Counting every line in the entries below where the word "JSON" occurs, report how many there are. Give only that number.
MATERIAL SUPPLIED section start
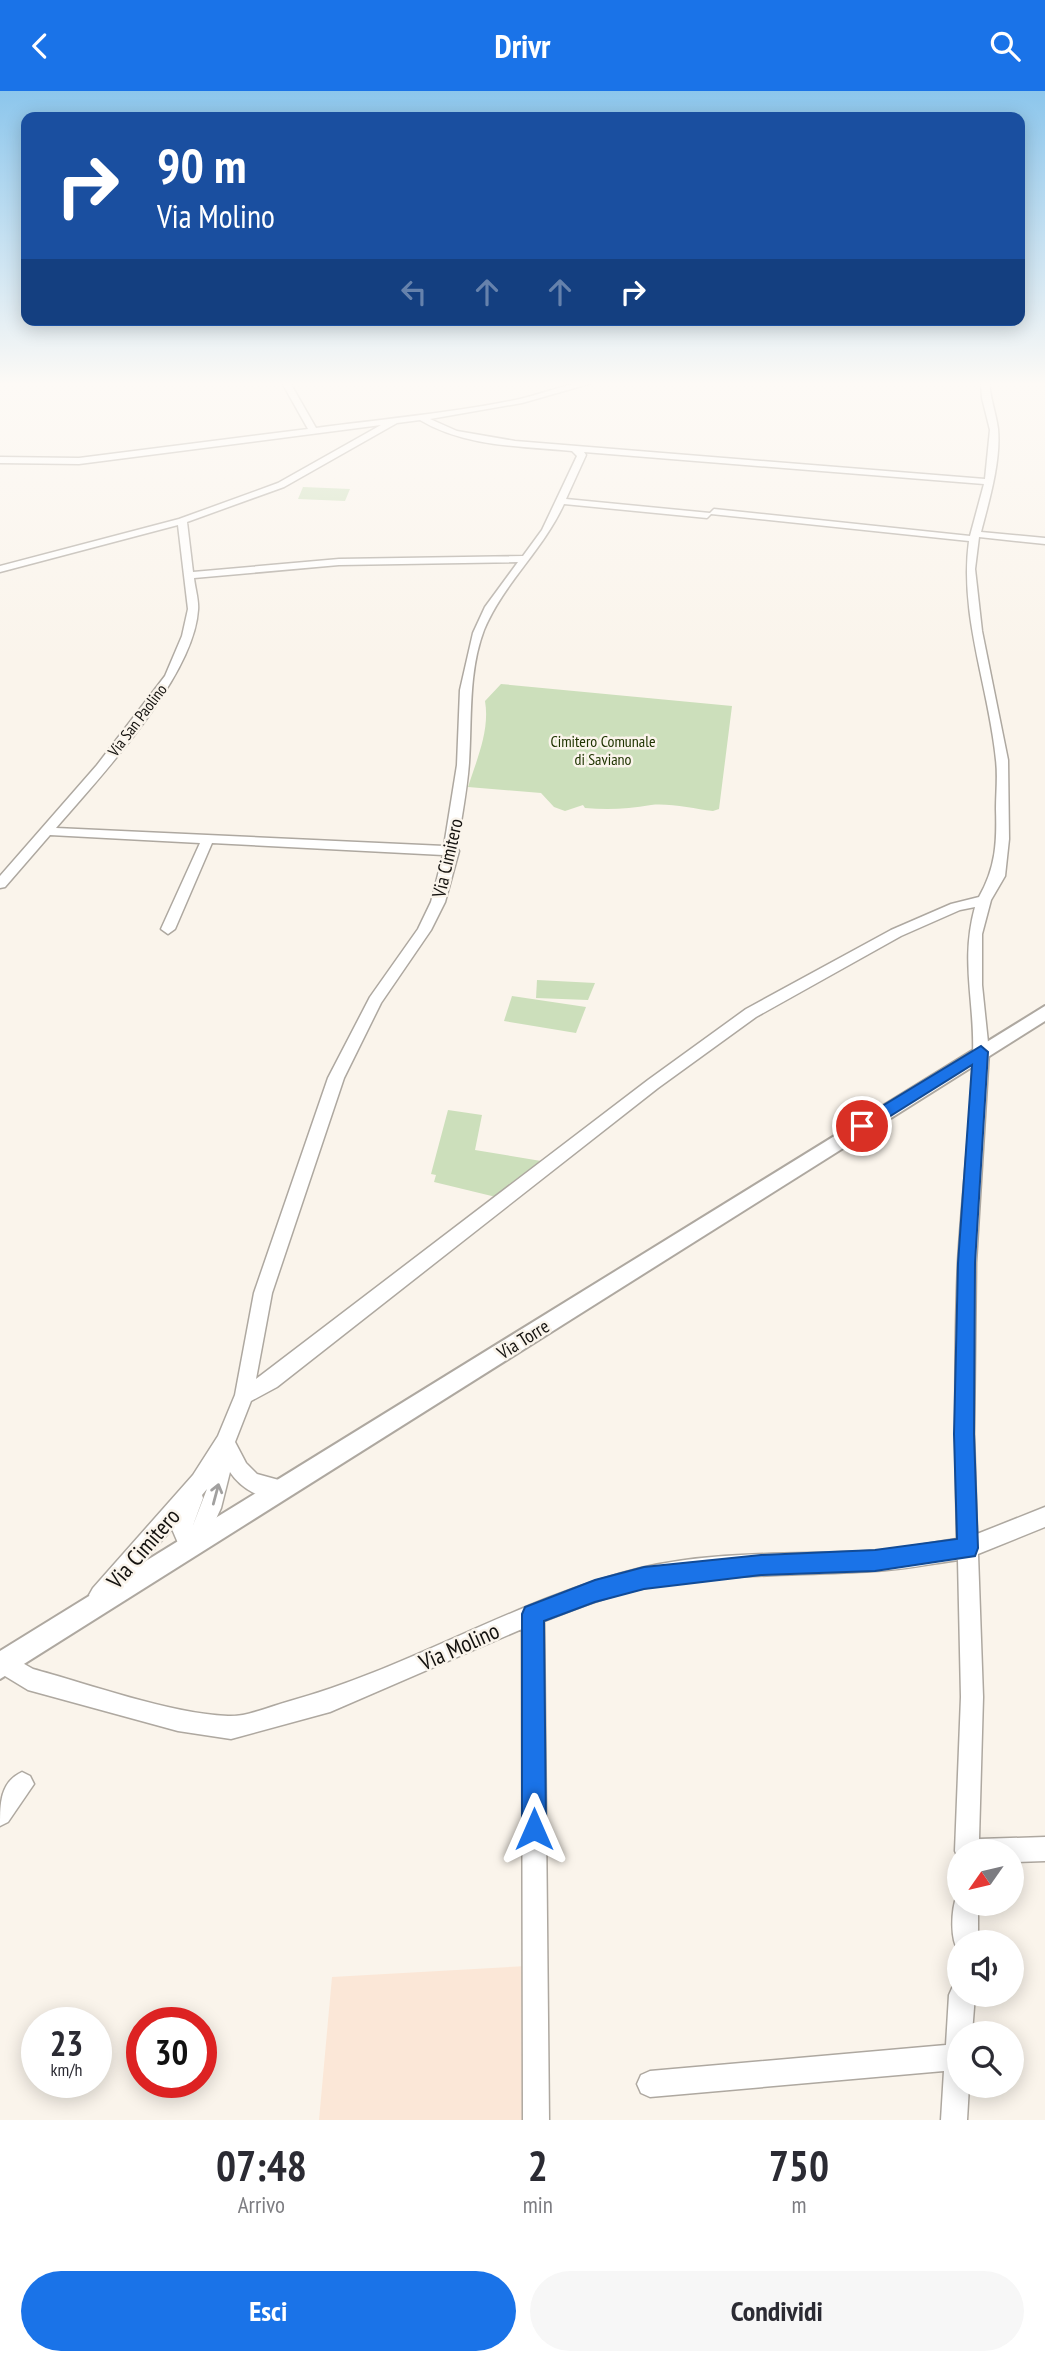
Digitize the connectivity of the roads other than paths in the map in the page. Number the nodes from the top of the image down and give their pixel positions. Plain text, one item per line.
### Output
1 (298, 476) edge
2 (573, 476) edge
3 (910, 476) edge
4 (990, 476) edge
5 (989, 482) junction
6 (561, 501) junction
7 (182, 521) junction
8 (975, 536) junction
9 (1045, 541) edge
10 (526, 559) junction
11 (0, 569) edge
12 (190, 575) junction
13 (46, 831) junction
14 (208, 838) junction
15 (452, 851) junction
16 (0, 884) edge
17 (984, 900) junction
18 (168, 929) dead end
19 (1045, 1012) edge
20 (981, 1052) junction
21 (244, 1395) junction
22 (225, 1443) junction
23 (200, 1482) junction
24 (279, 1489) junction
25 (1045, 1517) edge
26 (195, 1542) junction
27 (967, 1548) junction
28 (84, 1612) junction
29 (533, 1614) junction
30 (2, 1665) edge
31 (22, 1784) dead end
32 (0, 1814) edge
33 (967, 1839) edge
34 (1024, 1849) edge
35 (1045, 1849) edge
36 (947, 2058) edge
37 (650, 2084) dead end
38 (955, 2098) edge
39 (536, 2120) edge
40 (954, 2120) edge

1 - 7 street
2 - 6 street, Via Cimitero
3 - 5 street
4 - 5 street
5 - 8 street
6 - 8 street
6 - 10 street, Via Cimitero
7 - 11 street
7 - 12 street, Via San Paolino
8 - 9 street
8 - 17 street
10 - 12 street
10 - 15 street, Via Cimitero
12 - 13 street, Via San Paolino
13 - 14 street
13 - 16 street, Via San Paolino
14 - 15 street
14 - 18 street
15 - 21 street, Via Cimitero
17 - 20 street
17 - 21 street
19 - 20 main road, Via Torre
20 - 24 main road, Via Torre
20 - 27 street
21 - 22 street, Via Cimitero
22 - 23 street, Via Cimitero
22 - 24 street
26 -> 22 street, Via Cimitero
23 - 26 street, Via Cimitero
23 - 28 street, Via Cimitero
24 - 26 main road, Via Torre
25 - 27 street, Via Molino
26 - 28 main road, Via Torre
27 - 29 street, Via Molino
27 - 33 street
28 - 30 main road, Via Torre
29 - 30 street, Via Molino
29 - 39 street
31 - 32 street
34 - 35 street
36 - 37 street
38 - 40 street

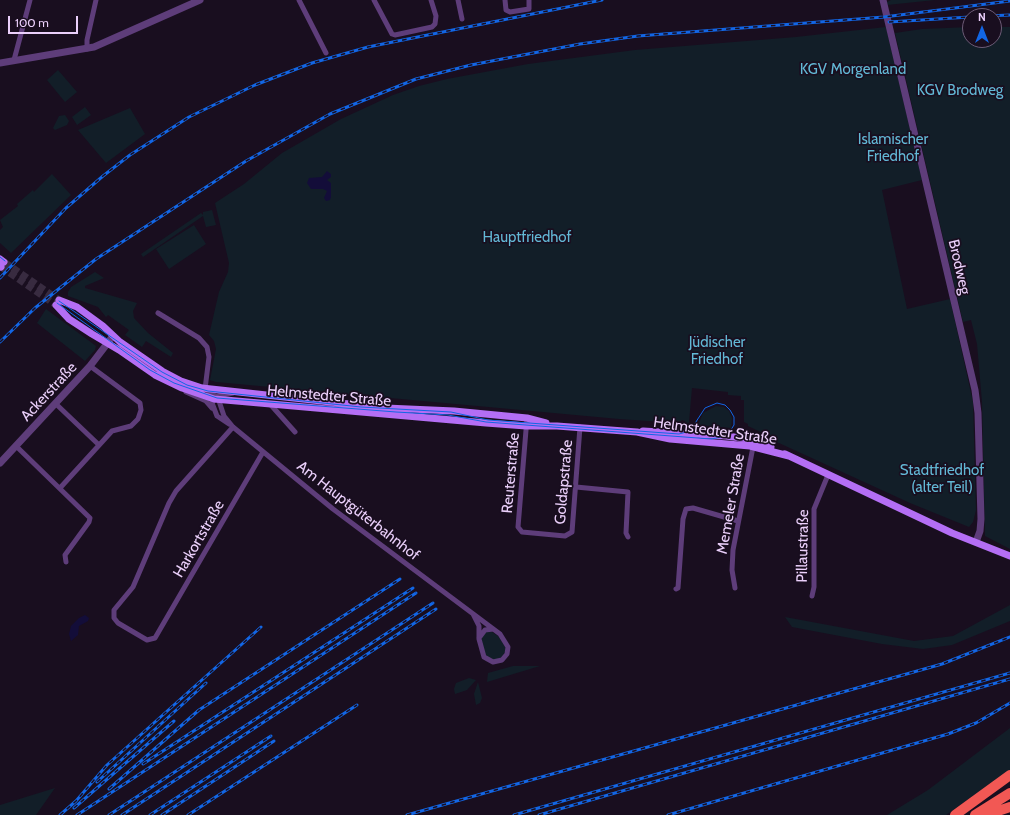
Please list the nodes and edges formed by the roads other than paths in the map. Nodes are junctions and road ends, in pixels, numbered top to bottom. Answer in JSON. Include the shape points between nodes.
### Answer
MATERIAL SUPPLIED section end
MATERIAL SUPPLIED section start
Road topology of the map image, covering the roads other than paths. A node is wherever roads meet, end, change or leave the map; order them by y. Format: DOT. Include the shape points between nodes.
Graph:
MATERIAL SUPPLIED section end
MATERIAL SUPPLIED section start
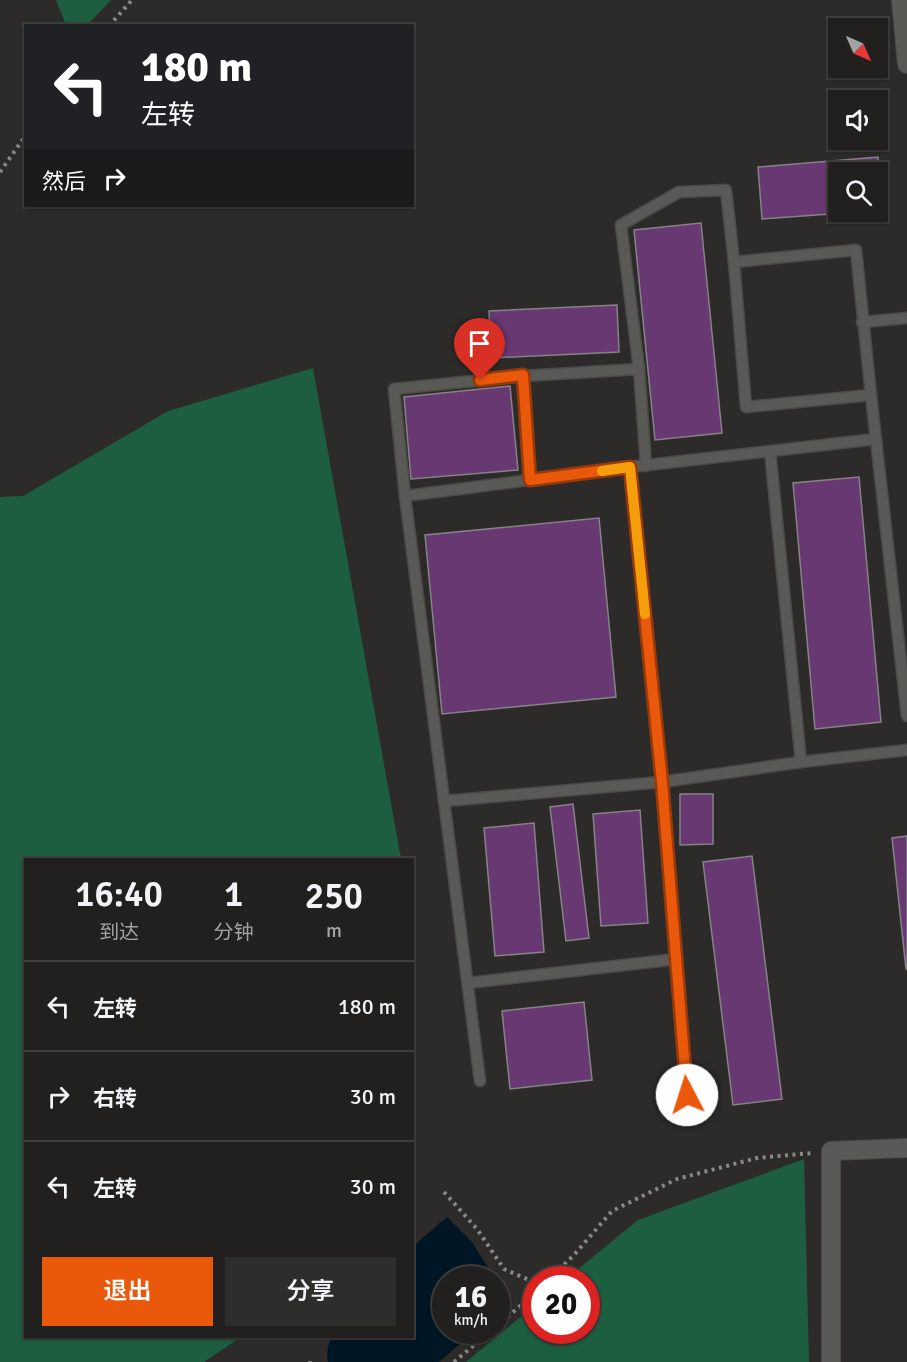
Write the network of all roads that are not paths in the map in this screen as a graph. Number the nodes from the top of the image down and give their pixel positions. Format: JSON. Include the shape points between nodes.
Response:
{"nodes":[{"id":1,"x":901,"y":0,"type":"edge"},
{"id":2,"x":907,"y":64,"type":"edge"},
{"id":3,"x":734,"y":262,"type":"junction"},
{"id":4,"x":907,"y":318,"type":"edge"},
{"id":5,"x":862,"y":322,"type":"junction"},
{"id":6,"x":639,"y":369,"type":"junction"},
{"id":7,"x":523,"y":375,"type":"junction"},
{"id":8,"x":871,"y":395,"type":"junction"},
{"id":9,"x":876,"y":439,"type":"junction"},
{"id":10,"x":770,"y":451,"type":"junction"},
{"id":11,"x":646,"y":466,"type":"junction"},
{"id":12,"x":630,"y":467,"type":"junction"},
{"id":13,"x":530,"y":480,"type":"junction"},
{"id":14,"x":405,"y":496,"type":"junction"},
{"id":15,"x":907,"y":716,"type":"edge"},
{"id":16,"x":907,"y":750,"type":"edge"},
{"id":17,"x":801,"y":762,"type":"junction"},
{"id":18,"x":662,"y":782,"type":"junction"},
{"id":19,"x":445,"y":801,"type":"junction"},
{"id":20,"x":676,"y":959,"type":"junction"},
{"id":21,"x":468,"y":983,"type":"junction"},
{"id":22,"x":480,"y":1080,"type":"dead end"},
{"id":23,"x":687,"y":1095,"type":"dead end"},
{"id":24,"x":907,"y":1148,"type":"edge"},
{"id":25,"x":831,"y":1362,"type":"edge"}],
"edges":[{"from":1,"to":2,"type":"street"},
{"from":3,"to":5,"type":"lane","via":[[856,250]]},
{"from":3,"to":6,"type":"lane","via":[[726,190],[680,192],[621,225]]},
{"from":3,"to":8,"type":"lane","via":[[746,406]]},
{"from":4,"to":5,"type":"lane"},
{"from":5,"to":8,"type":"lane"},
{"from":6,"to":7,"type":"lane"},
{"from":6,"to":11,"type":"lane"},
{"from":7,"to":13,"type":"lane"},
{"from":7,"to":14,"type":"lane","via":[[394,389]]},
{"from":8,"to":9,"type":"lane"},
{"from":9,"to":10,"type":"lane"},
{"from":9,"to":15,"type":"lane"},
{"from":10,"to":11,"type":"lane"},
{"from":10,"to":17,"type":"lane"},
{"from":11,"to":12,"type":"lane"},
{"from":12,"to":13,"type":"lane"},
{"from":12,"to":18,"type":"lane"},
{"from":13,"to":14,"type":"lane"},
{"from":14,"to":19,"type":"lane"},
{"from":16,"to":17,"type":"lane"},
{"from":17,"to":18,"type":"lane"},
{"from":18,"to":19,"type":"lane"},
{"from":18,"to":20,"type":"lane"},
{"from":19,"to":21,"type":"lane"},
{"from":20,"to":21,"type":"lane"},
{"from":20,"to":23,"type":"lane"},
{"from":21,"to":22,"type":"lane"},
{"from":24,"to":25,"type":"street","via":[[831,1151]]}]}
MATERIAL SUPPLIED section end
■ EXERCISE RESULT
2